Only the lines containing "nodes" belong in the answer; find them in the material below.
[Entries provided — start]
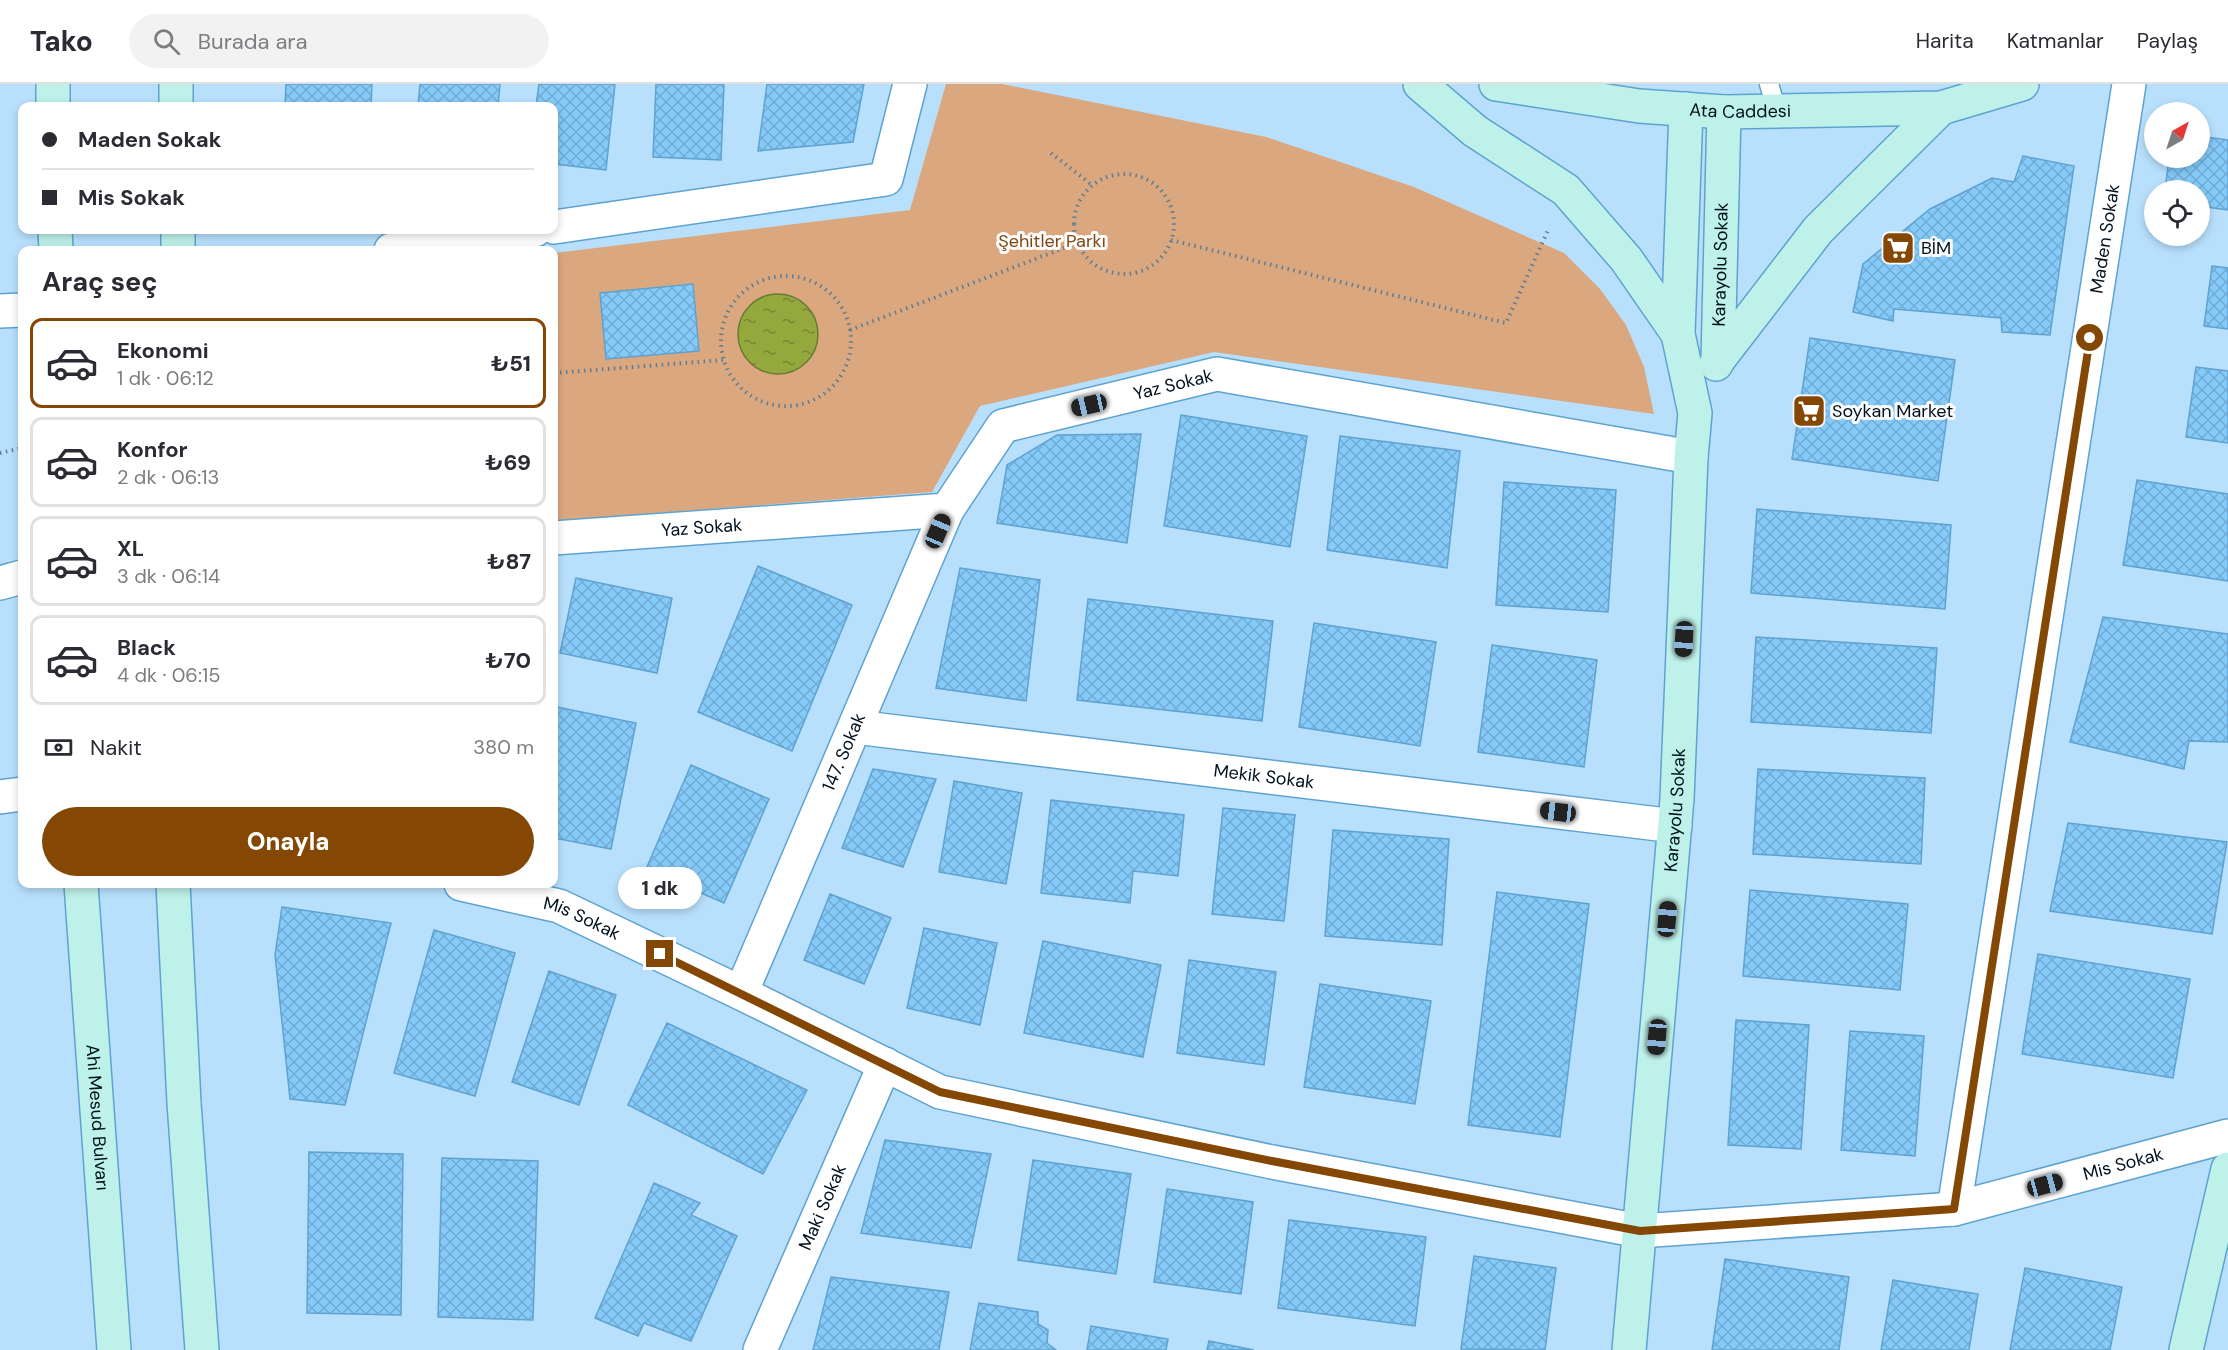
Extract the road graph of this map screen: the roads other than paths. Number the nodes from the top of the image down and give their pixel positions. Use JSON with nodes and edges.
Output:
{"nodes":[{"id":1,"x":53,"y":84,"type":"edge"},
{"id":2,"x":176,"y":84,"type":"edge"},
{"id":3,"x":910,"y":84,"type":"edge"},
{"id":4,"x":1420,"y":84,"type":"edge"},
{"id":5,"x":1496,"y":84,"type":"edge"},
{"id":6,"x":2022,"y":84,"type":"edge"},
{"id":7,"x":2130,"y":84,"type":"edge"},
{"id":8,"x":1773,"y":97,"type":"edge"},
{"id":9,"x":53,"y":102,"type":"edge"},
{"id":10,"x":176,"y":102,"type":"edge"},
{"id":11,"x":1941,"y":108,"type":"junction"},
{"id":12,"x":1686,"y":109,"type":"junction"},
{"id":13,"x":1724,"y":112,"type":"junction"},
{"id":14,"x":558,"y":226,"type":"edge"},
{"id":15,"x":506,"y":234,"type":"edge"},
{"id":16,"x":420,"y":246,"type":"edge"},
{"id":17,"x":18,"y":310,"type":"edge"},
{"id":18,"x":0,"y":311,"type":"edge"},
{"id":19,"x":1678,"y":334,"type":"junction"},
{"id":20,"x":1718,"y":360,"type":"junction"},
{"id":21,"x":1695,"y":413,"type":"junction"},
{"id":22,"x":1692,"y":457,"type":"junction"},
{"id":23,"x":947,"y":510,"type":"junction"},
{"id":24,"x":558,"y":538,"type":"edge"},
{"id":25,"x":18,"y":578,"type":"edge"},
{"id":26,"x":0,"y":583,"type":"edge"},
{"id":27,"x":855,"y":727,"type":"junction"},
{"id":28,"x":18,"y":795,"type":"edge"},
{"id":29,"x":0,"y":797,"type":"edge"},
{"id":30,"x":1675,"y":826,"type":"junction"},
{"id":31,"x":81,"y":888,"type":"edge"},
{"id":32,"x":173,"y":888,"type":"edge"},
{"id":33,"x":479,"y":888,"type":"edge"},
{"id":34,"x":741,"y":993,"type":"junction"},
{"id":35,"x":885,"y":1064,"type":"junction"},
{"id":36,"x":2228,"y":1136,"type":"edge"},
{"id":37,"x":2228,"y":1169,"type":"edge"},
{"id":38,"x":1954,"y":1209,"type":"junction"},
{"id":39,"x":1640,"y":1231,"type":"junction"},
{"id":40,"x":114,"y":1350,"type":"edge"},
{"id":41,"x":202,"y":1350,"type":"edge"},
{"id":42,"x":759,"y":1350,"type":"edge"},
{"id":43,"x":1629,"y":1350,"type":"edge"},
{"id":44,"x":2186,"y":1350,"type":"edge"}],
"edges":[{"from":1,"to":9,"type":"main road"},
{"from":2,"to":10,"type":"main road"},
{"from":3,"to":14,"type":"street"},
{"from":4,"to":19,"type":"main road"},
{"from":5,"to":12,"type":"main road","name":"Ata Caddesi"},
{"from":6,"to":11,"type":"main road","name":"Ata Caddesi"},
{"from":7,"to":38,"type":"street","name":"Maden Sokak"},
{"from":8,"to":11,"type":"main road","name":"Ata Caddesi"},
{"from":8,"to":13,"type":"main road","name":"Ata Caddesi"},
{"from":11,"to":20,"type":"main road"},
{"from":12,"to":13,"type":"main road","name":"Ata Caddesi"},
{"from":12,"to":19,"type":"main road","name":"Karayolu Sokak"},
{"from":13,"to":20,"type":"main road","name":"Karayolu Sokak"},
{"from":15,"to":16,"type":"street"},
{"from":17,"to":18,"type":"street"},
{"from":19,"to":21,"type":"main road","name":"Karayolu Sokak"},
{"from":20,"to":21,"type":"main road","name":"Karayolu Sokak"},
{"from":21,"to":22,"type":"main road","name":"Karayolu Sokak"},
{"from":22,"to":23,"type":"street","name":"Yaz Sokak"},
{"from":22,"to":30,"type":"main road","name":"Karayolu Sokak"},
{"from":23,"to":24,"type":"street","name":"Yaz Sokak"},
{"from":23,"to":27,"type":"street","name":"147. Sokak"},
{"from":25,"to":26,"type":"street"},
{"from":27,"to":30,"type":"street","name":"Mekik Sokak"},
{"from":27,"to":34,"type":"street","name":"147. Sokak"},
{"from":28,"to":29,"type":"street"},
{"from":30,"to":39,"type":"main road","name":"Karayolu Sokak"},
{"from":31,"to":40,"type":"main road","name":"Ahi Mesud Bulvarı"},
{"from":32,"to":41,"type":"main road"},
{"from":33,"to":34,"type":"street","name":"Mis Sokak"},
{"from":34,"to":35,"type":"street","name":"Mis Sokak"},
{"from":35,"to":39,"type":"street","name":"Mis Sokak"},
{"from":35,"to":42,"type":"street","name":"Maki Sokak"},
{"from":36,"to":38,"type":"street","name":"Mis Sokak"},
{"from":37,"to":44,"type":"main road"},
{"from":38,"to":39,"type":"street","name":"Mis Sokak"},
{"from":39,"to":43,"type":"main road","name":"Karayolu Sokak"}]}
[Entries provided — finish]
# Response
Extract the road graph of this map screen: the roads other than paths. Number the nodes from the top of the image down and give their pixel positions. Use JSON with nodes and edges.
{"nodes":[{"id":1,"x":53,"y":84,"type":"edge"},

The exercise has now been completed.